ASSIGNED TASK: Without altering anything, repeat each of the records.

──────────────────────────────

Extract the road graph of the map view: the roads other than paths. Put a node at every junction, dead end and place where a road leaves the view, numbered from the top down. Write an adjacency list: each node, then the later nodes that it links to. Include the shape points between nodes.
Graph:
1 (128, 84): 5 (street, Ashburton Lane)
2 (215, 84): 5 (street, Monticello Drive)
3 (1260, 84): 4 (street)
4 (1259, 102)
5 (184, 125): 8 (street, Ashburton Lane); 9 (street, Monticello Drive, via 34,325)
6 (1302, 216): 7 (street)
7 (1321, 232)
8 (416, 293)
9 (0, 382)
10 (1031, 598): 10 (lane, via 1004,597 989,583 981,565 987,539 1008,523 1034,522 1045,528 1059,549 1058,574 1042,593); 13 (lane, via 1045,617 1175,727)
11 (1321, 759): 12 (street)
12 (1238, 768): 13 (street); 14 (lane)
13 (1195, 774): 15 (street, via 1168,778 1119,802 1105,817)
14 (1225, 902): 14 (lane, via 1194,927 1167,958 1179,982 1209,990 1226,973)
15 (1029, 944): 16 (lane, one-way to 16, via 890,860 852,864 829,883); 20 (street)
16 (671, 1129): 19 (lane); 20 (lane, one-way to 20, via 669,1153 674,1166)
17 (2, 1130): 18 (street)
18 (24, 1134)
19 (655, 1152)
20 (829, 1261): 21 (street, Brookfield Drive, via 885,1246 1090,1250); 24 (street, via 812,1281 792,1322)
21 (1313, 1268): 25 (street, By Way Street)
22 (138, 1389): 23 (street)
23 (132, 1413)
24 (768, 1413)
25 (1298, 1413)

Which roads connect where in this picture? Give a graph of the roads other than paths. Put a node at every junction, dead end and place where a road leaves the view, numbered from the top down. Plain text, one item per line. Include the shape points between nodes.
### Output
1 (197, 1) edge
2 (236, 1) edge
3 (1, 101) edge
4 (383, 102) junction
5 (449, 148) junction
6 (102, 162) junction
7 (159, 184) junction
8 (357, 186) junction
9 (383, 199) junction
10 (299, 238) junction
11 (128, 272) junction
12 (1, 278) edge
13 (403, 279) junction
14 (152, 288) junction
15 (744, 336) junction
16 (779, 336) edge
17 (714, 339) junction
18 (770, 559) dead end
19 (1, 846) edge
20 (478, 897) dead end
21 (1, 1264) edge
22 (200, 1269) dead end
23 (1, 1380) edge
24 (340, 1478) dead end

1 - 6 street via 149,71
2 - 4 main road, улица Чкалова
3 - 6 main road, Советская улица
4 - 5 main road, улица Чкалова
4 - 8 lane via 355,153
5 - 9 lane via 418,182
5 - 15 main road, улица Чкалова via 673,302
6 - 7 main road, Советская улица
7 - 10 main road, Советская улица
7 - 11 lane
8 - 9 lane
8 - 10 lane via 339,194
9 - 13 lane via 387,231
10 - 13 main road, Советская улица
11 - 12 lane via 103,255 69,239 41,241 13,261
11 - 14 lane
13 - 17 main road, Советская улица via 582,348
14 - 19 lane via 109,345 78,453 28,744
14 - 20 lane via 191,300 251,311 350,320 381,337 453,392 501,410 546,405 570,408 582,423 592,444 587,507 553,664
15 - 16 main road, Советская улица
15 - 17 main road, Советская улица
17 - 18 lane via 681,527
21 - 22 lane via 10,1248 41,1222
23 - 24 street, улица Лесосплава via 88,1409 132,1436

──────────────────────────────

REPLY TO THE TASK:
Extract the road graph of the map view: the roads other than paths. Put a node at every junction, dead end and place where a road leaves the view, numbered from the top down. Write an adjacency list: each node, then the later nodes that it links to. Include the shape points between nodes.
Graph:
1 (128, 84): 5 (street, Ashburton Lane)
2 (215, 84): 5 (street, Monticello Drive)
3 (1260, 84): 4 (street)
4 (1259, 102)
5 (184, 125): 8 (street, Ashburton Lane); 9 (street, Monticello Drive, via 34,325)
6 (1302, 216): 7 (street)
7 (1321, 232)
8 (416, 293)
9 (0, 382)
10 (1031, 598): 10 (lane, via 1004,597 989,583 981,565 987,539 1008,523 1034,522 1045,528 1059,549 1058,574 1042,593); 13 (lane, via 1045,617 1175,727)
11 (1321, 759): 12 (street)
12 (1238, 768): 13 (street); 14 (lane)
13 (1195, 774): 15 (street, via 1168,778 1119,802 1105,817)
14 (1225, 902): 14 (lane, via 1194,927 1167,958 1179,982 1209,990 1226,973)
15 (1029, 944): 16 (lane, one-way to 16, via 890,860 852,864 829,883); 20 (street)
16 (671, 1129): 19 (lane); 20 (lane, one-way to 20, via 669,1153 674,1166)
17 (2, 1130): 18 (street)
18 (24, 1134)
19 (655, 1152)
20 (829, 1261): 21 (street, Brookfield Drive, via 885,1246 1090,1250); 24 (street, via 812,1281 792,1322)
21 (1313, 1268): 25 (street, By Way Street)
22 (138, 1389): 23 (street)
23 (132, 1413)
24 (768, 1413)
25 (1298, 1413)

Which roads connect where in this picture? Give a graph of the roads other than paths. Put a node at every junction, dead end and place where a road leaves the view, numbered from the top down. Plain text, one item per line. Include the shape points between nodes.
### Output
1 (197, 1) edge
2 (236, 1) edge
3 (1, 101) edge
4 (383, 102) junction
5 (449, 148) junction
6 (102, 162) junction
7 (159, 184) junction
8 (357, 186) junction
9 (383, 199) junction
10 (299, 238) junction
11 (128, 272) junction
12 (1, 278) edge
13 (403, 279) junction
14 (152, 288) junction
15 (744, 336) junction
16 (779, 336) edge
17 (714, 339) junction
18 (770, 559) dead end
19 (1, 846) edge
20 (478, 897) dead end
21 (1, 1264) edge
22 (200, 1269) dead end
23 (1, 1380) edge
24 (340, 1478) dead end

1 - 6 street via 149,71
2 - 4 main road, улица Чкалова
3 - 6 main road, Советская улица
4 - 5 main road, улица Чкалова
4 - 8 lane via 355,153
5 - 9 lane via 418,182
5 - 15 main road, улица Чкалова via 673,302
6 - 7 main road, Советская улица
7 - 10 main road, Советская улица
7 - 11 lane
8 - 9 lane
8 - 10 lane via 339,194
9 - 13 lane via 387,231
10 - 13 main road, Советская улица
11 - 12 lane via 103,255 69,239 41,241 13,261
11 - 14 lane
13 - 17 main road, Советская улица via 582,348
14 - 19 lane via 109,345 78,453 28,744
14 - 20 lane via 191,300 251,311 350,320 381,337 453,392 501,410 546,405 570,408 582,423 592,444 587,507 553,664
15 - 16 main road, Советская улица
15 - 17 main road, Советская улица
17 - 18 lane via 681,527
21 - 22 lane via 10,1248 41,1222
23 - 24 street, улица Лесосплава via 88,1409 132,1436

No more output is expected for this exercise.